I love that he is so easily excited by what life has to offer him. I love that he is so friendly and that he is not put off when other kids don't take to him immediately. Yes, he is rambunctious, and yes he has his challenges, but he's also quite charming.

Wednesday, December 07, 2005

What is it again, that cometh before the fall?

Just before Thanksgiving, my local grocery store handed me a free frozen 15 lb turkey. When I brought it home, Lance said, "Not again! Couldn't you just tell them no? Why don't we donate it?"

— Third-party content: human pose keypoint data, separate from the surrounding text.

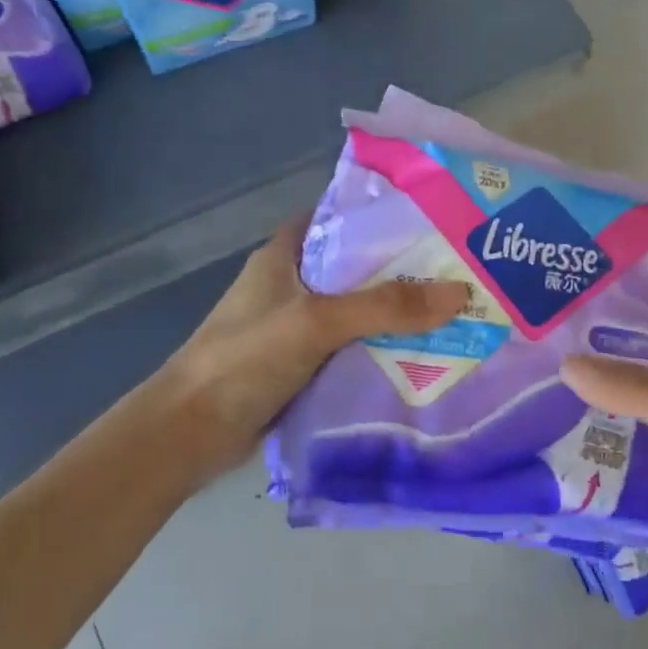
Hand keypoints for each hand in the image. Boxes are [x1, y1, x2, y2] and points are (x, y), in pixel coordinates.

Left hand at [142, 218, 468, 488]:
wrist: (189, 434)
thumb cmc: (246, 359)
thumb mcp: (317, 321)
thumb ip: (385, 307)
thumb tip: (459, 293)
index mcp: (284, 256)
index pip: (336, 218)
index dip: (378, 215)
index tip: (428, 217)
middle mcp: (291, 286)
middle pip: (354, 268)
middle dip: (400, 270)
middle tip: (457, 270)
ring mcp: (295, 329)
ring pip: (356, 312)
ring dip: (394, 315)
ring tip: (452, 311)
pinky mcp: (301, 367)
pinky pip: (350, 350)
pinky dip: (379, 351)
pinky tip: (421, 357)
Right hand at [562, 323, 647, 630]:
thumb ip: (632, 390)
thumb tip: (568, 365)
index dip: (638, 325)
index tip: (586, 323)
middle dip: (610, 369)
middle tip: (556, 362)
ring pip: (641, 419)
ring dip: (605, 412)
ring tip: (549, 400)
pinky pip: (638, 459)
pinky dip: (610, 453)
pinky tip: (569, 450)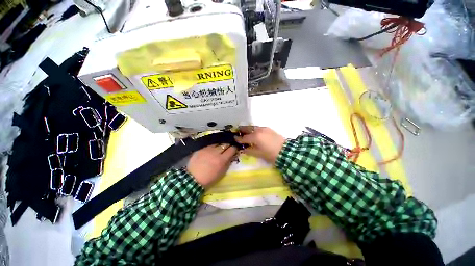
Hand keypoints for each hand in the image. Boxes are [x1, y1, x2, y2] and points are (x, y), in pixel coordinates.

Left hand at [187, 144, 237, 187]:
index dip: (234, 149)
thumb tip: (231, 157)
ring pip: (216, 143)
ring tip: (219, 148)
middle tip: (228, 148)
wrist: (194, 178)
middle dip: (227, 145)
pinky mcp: (200, 149)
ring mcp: (207, 149)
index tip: (234, 150)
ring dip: (219, 145)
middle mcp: (215, 152)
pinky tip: (211, 149)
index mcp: (222, 160)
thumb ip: (227, 164)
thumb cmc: (209, 179)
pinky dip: (212, 146)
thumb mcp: (221, 173)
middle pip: (224, 144)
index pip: (231, 149)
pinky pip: (209, 145)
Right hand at [234, 126, 285, 163]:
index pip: (244, 138)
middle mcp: (258, 130)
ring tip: (245, 133)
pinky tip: (254, 134)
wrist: (285, 151)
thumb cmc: (271, 154)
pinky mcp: (269, 129)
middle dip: (242, 130)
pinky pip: (259, 128)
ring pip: (253, 127)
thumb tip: (243, 149)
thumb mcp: (259, 154)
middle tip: (237, 132)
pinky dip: (254, 130)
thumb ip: (249, 151)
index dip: (238, 139)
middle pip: (248, 129)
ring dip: (248, 129)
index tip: (234, 139)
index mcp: (255, 137)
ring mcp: (264, 129)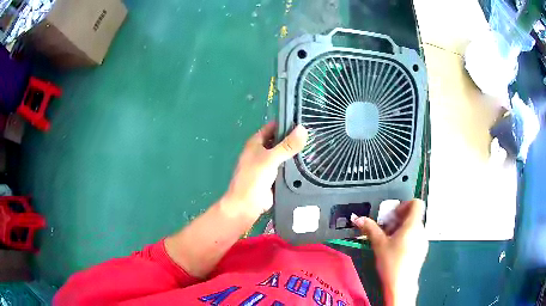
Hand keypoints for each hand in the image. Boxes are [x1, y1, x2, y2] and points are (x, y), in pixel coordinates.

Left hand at [223, 122, 307, 218]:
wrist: (247, 205)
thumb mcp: (270, 158)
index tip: (304, 120)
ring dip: (295, 152)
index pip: (272, 127)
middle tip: (314, 134)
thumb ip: (287, 145)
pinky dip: (295, 165)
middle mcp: (262, 151)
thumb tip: (303, 129)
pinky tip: (309, 163)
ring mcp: (268, 165)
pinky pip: (286, 167)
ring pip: (284, 155)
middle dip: (293, 138)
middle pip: (279, 141)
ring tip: (315, 146)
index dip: (285, 123)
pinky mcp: (274, 177)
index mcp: (256, 143)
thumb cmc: (253, 178)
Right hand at [352, 199, 427, 305]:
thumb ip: (370, 228)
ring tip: (389, 241)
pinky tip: (396, 250)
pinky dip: (406, 238)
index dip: (404, 205)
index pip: (416, 203)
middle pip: (413, 216)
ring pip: (414, 227)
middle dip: (398, 219)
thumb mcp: (379, 244)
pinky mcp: (422, 250)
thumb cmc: (391, 262)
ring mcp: (423, 241)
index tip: (392, 216)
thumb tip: (357, 218)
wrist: (401, 285)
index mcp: (413, 225)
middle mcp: (421, 230)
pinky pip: (415, 237)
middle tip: (385, 229)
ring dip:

This response is a reaction to last year's free turkey, which I brined and roasted, using the Wolfgang Puck recipe off Food Network. It was a complete disaster. I cooked all day long, slaving over the gravy, the potatoes, the turkey--all of it. The turkey was undercooked, and way over-salted. The gravy--for all the work I did--was only marginal. We ended up throwing most of the meal away. Fortunately, I did not cook this for anyone else--I just made Lance and I a Thanksgiving dinner of our own, a week or so after the big day, because I had the free turkey and I wanted to practice.

This year, I waited until Sunday night after Thanksgiving. Instead of Wolfgang Puck's recipe, I used Alton Brown's. I bought a new thermometer. I worked for an hour or so, nothing too taxing, then served up the turkey, gravy, roasted potatoes, store-bought salad, and cranberry sauce. It rocked. Ask Heidi, she was there.

Did you get that? I roasted a turkey, and it turned out. I am completely thrilled and impressed with myself, and I don't care if I am 35 years old and I should have been able to do this years ago.

Also? My Christmas shopping is done. Every gift is purchased, half of them have been sent on their merry way across the country, several of them are even wrapped and hidden in my garage already. Yes, I still have MANY left to wrap, but I don't have any more to buy! What else am I going to do at naptime except wrap Christmas gifts?

Tonight I finished the Christmas cards, too. I just have to drop them off at the post office tomorrow and I can cross that project off the list. Because my mother-in-law is so proud of her grandchildren that she insists I send Christmas cards to every person she has ever met, including the nun who taught Lance second grade, I send out over one hundred cards each year. I think maybe 25 of those are friends of mine, and many of those "friends" are people I only stay in touch with via the annual card. I love getting cards, though, so I keep them on the list.

Do you know what this means? I can enjoy the rest of the month! We can go see Santa in the mall at our leisure, on a weekday afternoon when Lance has some free time, and miss the crowds. We can pick an evening and go see the festival of lights at Griffith Park. One day next week or the week after I can make cookies with the kids, before I have to start gearing up for the Christmas Eve party. I can watch the TiVo'd episodes of Santa Claus is Comin' to Town and Rudolf the Red Nosed Reindeer with the kids and not have to rush them off to bed so I can get my wrapping done. Lance and I can take a walk with the kids in the evening, and take in all the neighbors' pretty lights. Hooray!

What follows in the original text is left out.